1) Responsabilidade Social – Como o senhor definiria o conceito de responsabilidade social empresarial?
Antonio Vives – Comecemos dizendo que uma empresa que não é rentável não pode ser responsável, deixaria de existir no curto e médio prazo e assim não cumpriria com suas funções. Para que uma empresa possa ser responsável ela precisa ser viável, antes de tudo, no longo prazo. Toda empresa opera dentro de um contexto no qual sofre influência de diversos elementos: os acionistas que trazem recursos, os credores que financiam, os trabalhadores que oferecem esforços, os clientes que adquirem bens e serviços, a comunidade que permite sua presença, o governo que regula, o meio ambiente que proporciona recursos naturais e, em geral, a sociedade que permite suas operações. A empresa tem responsabilidades com todas essas partes, ainda que em diferente grau de responsabilidade e prioridades.

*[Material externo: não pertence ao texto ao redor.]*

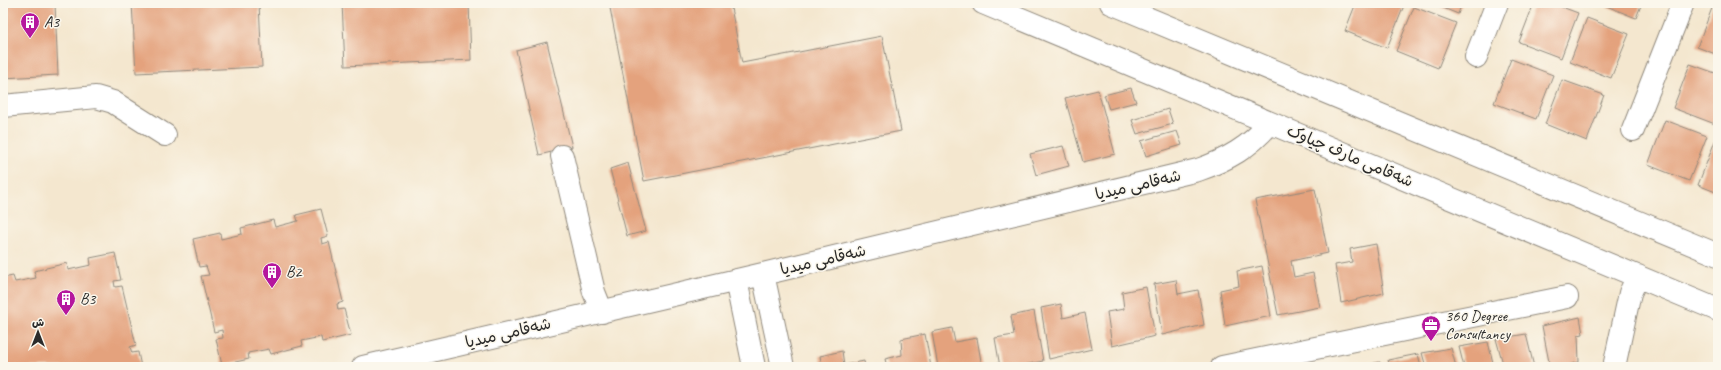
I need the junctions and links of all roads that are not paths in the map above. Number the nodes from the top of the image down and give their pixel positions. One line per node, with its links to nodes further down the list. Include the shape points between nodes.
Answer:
1 (983, 3): 7 (street, شەقامی مارف چیاوک)
2 (1111, 3): 11 (street)
3 (1497, 3): 5 (street)
4 (1683, 3): 8 (street)
5 (1476, 57)
6 (3, 106): 9 (street, via 96,97 113,102)
7 (1270, 123): 12 (street, شەقامی میدیا, via 1240,151 1198,170); 13 (street, شەقامی مارف چیاوک)
8 (1633, 130)
9 (165, 135)
10 (562, 156): 17 (street, via 594,292)
11 (1718, 255)
12 (763, 274): 14 (street, شەقامی میدیا); 20 (street)
13 (1638, 276): 16 (street, شەقامی مارف چیاوک); 22 (street, via 1630,293)
14 (736, 280): 17 (street, شەقامی میدیا); 19 (street)
15 (1567, 297): 21 (street)
16 (1718, 310)
17 (602, 312): 18 (street, شەقامی میدیا)
18 (363, 367)
19 (754, 367)
20 (783, 367)
21 (1222, 367)
22 (1614, 367)

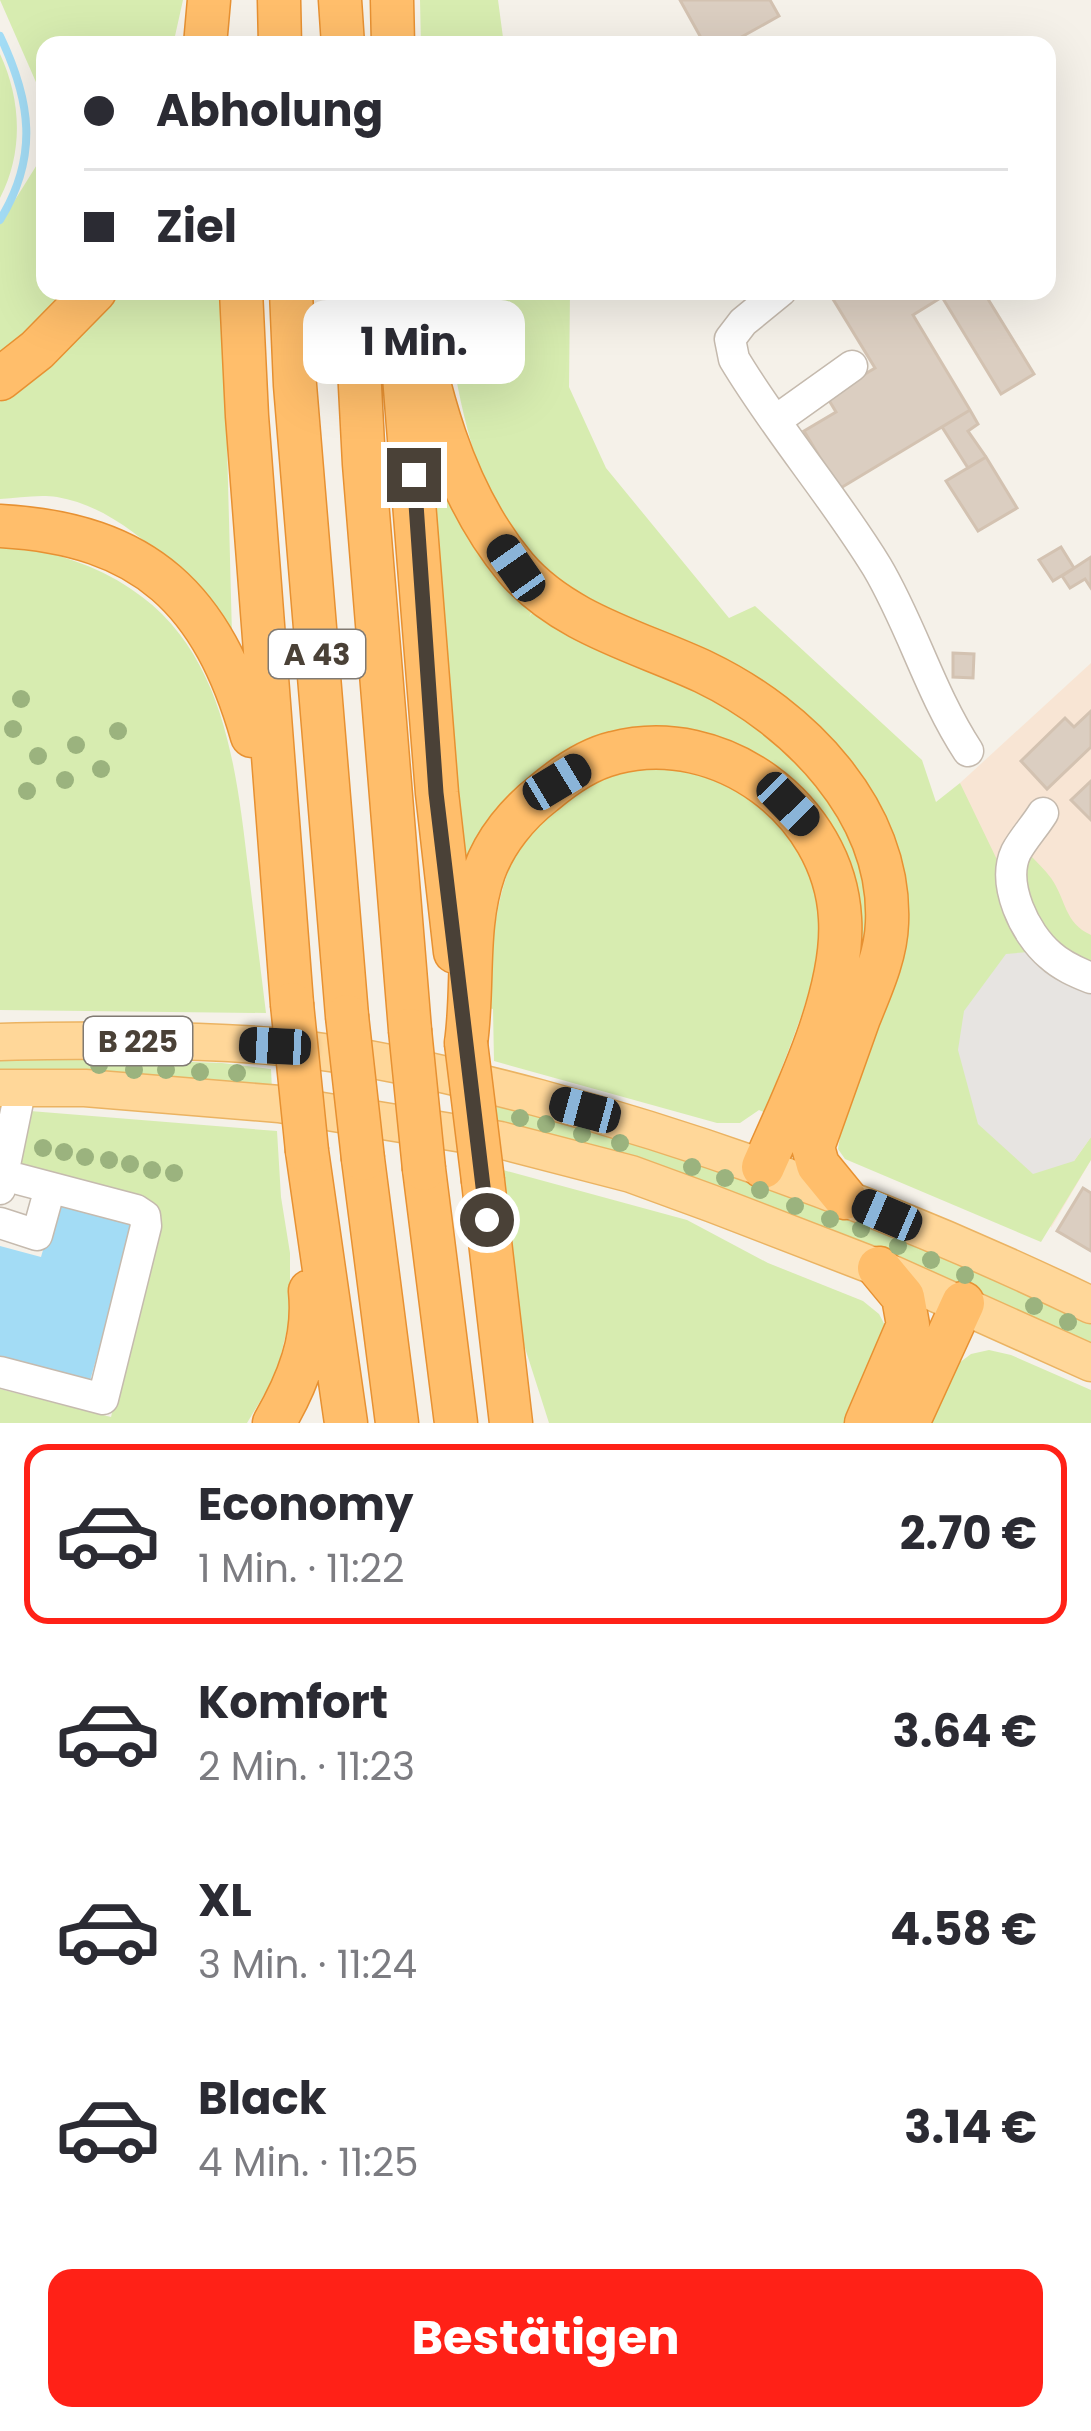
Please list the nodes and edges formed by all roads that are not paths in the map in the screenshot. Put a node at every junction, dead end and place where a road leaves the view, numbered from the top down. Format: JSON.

Para o BID, uma empresa responsável é aquela que harmoniza suas atividades de tal maneira que satisfaz as expectativas das partes citadas acima. É óbvio que na maioria dos casos existem conflitos de curto prazo, por exemplo, atender bem aos trabalhadores tem certas vezes impactos na rentabilidade da empresa, apoiar a comunidade também tem seus custos. Para resolver esses conflitos e tomar decisões, a empresa precisa ter uma visão de longo prazo que considera não apenas os custos imediatos (aqueles que os gerentes vêm com clareza absoluta), mas também os benefícios tangíveis e intangíveis do longo prazo (aqueles que infelizmente muitos gerentes são incapazes de observar). A rentabilidade e responsabilidade não são duas opções excludentes. Na maioria dos casos, as práticas responsáveis são rentáveis. Aliás, existem muitas empresas que fazem da responsabilidade sócio-ambiental um negócio, como, por exemplo, a Natura no Brasil na produção de cosméticos naturais, ou a General Electric nos Estados Unidos através de sua campanha Ecomagination que versa sobre eficiência energética e uso de energias renováveis.

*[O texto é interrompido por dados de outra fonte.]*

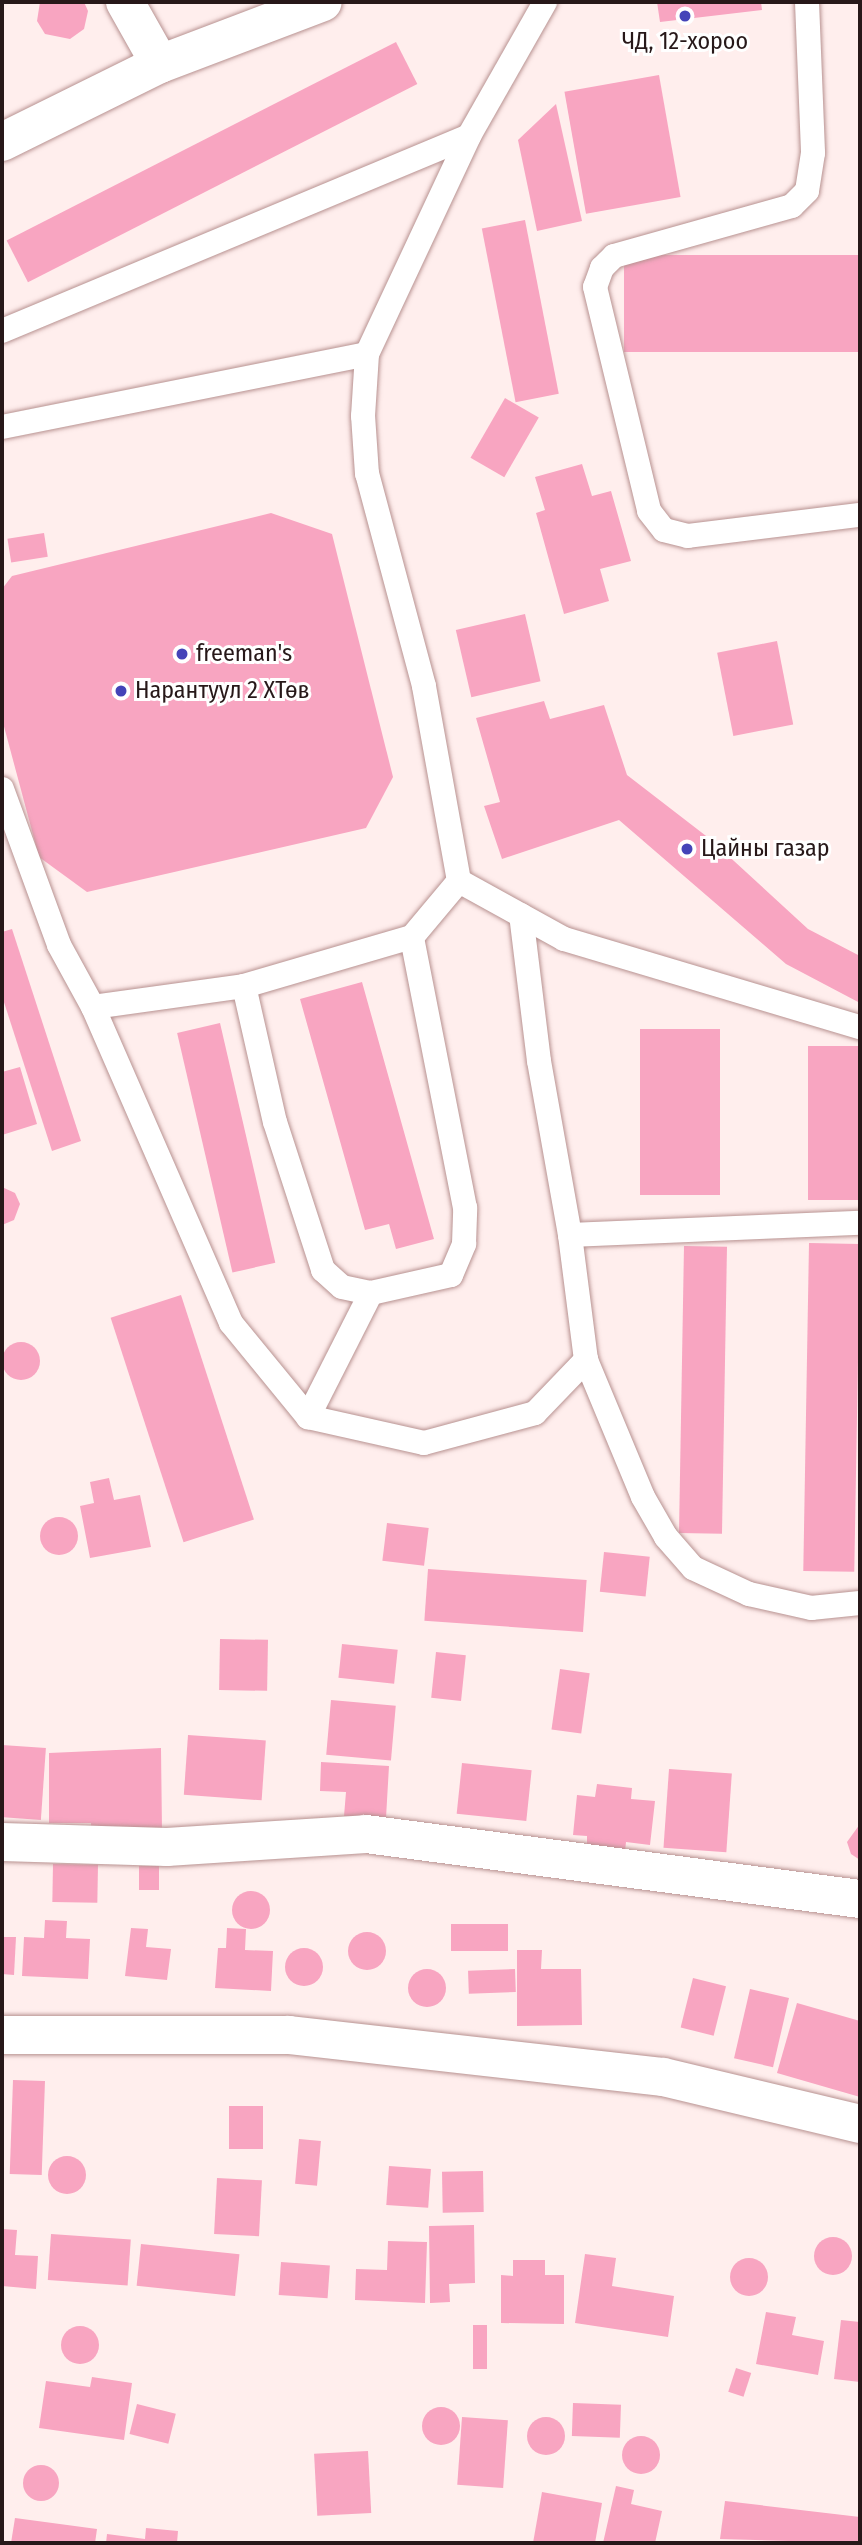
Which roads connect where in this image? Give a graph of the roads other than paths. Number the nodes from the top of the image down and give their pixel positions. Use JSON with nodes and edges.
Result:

O apoio empresarial à educação primária em uma cidade onde uma empresa tenha operações pode ser filantropia pura, não um comportamento socialmente responsável, mas isto depende das circunstâncias. Por exemplo, em uma área menos favorecida onde estudantes se convertam em futuros trabalhadores locais, a educação desses mesmos jovens se converte numa responsabilidade empresarial já que beneficia a população e a empresa que, de forma estratégica, começa a preparar já sua força de trabalho. A empresa responsável, portanto, tem uma visão ampla e de longo prazo sobre seu próprio papel na sociedade.

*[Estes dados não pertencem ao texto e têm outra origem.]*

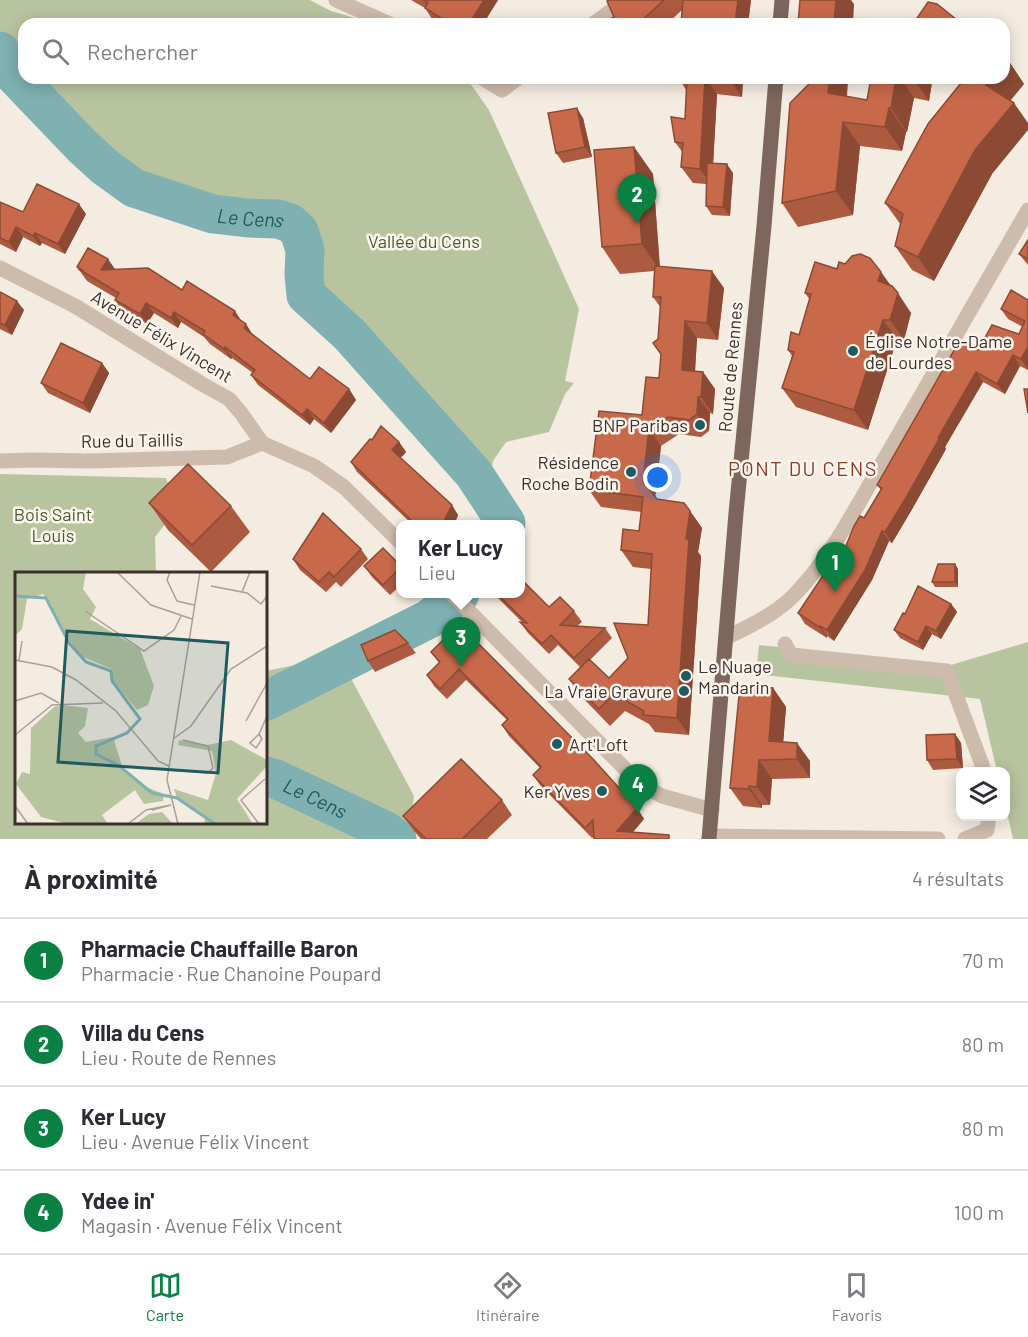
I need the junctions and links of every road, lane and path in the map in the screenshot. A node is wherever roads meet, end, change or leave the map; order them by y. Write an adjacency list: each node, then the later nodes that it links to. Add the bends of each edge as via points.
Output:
1 (336, 0): 4 (street)
2 (626, 0): 5 (street)
3 (782, 0): 6 (main road)
4 (376, 18)
5 (601, 18)
6 (780, 18)
7 (492, 84): 8 (street, via 501,90)
8 (510, 84)
9 (776, 84): 16 (main road, Route de Rennes)
10 (1028, 210): 16 (street, via 830,551 776,611)
11 (0, 268): 12 (street, Avenue Félix Vincent, via 75,306 229,399)
12 (262, 443): 13 (street, Rue du Taillis, via 227,457); 14 (street, via 314,466 344,487)
13 (0, 461)
14 (396, 538)
15 (456, 598): 19 (street, via 640,784 662,796)
16 (726, 638): 19 (main road, Route de Rennes)
17 (785, 644): 18 (street, via 791,655 947,671)
18 (983, 767)
19 (712, 810): 21 (main road, Route de Rennes)
20 (988, 821): 23 (street, via 987,830)
21 (709, 838): 22 (street)
22 (938, 839)
23 (965, 839)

Há ainda a questão do cumprimento das leis e regulamentos vigentes no país, o qual mais que uma “responsabilidade” nada mais é que parte no negócio. A responsabilidade que falamos aqui se refere ao comportamento que a empresa teria se todas as leis e regras fossem perfeitas. Diante das deficiências prevalecentes nos países em vias de desenvolvimento, a empresa deve operar como se todas estas regras existissem em perfeição. “Faça aos outros o que gostaria que fizessem a você”.
2) RS – Por que o tema da responsabilidade social é considerado uma prioridade para o BID? Qual o seu impacto no desenvolvimento da América Latina?
AV – O objetivo do BID é contribuir para o melhoramento da qualidade de vida das populações latino-americanas. O BID trabalha, sobretudo, por meio do setor público e, em particular, com governos para que se aprimorem os cenários nos quais as empresas trabalham, ainda que tenha operações diretas com empresas privadas de diversos tamanhos.
Nesse sentido, nossos objetivos coincidem como o de uma empresa responsável, de acordo como o explicado anteriormente. Ambos trabalham para melhorar a qualidade de vida da população em geral. O BID, no entanto, tem um enfoque particular em infra-estrutura, saúde, educação, meio ambiente, entre outras áreas. As emprestas privadas, por outro lado, têm um enfoque particular na promoção do emprego e pagamento de impostos por meio da produção de bens e prestação de serviços que a sociedade necessita. No entanto, a empresa responsável deve ir além dessas ações e da visão exclusiva de gerar lucros, deve se preocupar com o impacto de suas ações sobre as partes afetadas e ter em conta os resultados desses diferentes planos. É aí onde os objetivos do BID e da empresa privada coincidem e onde a empresa contribui de fato para o desenvolvimento do país, muito além de apenas promover rendimentos aos seus acionistas ou proprietários.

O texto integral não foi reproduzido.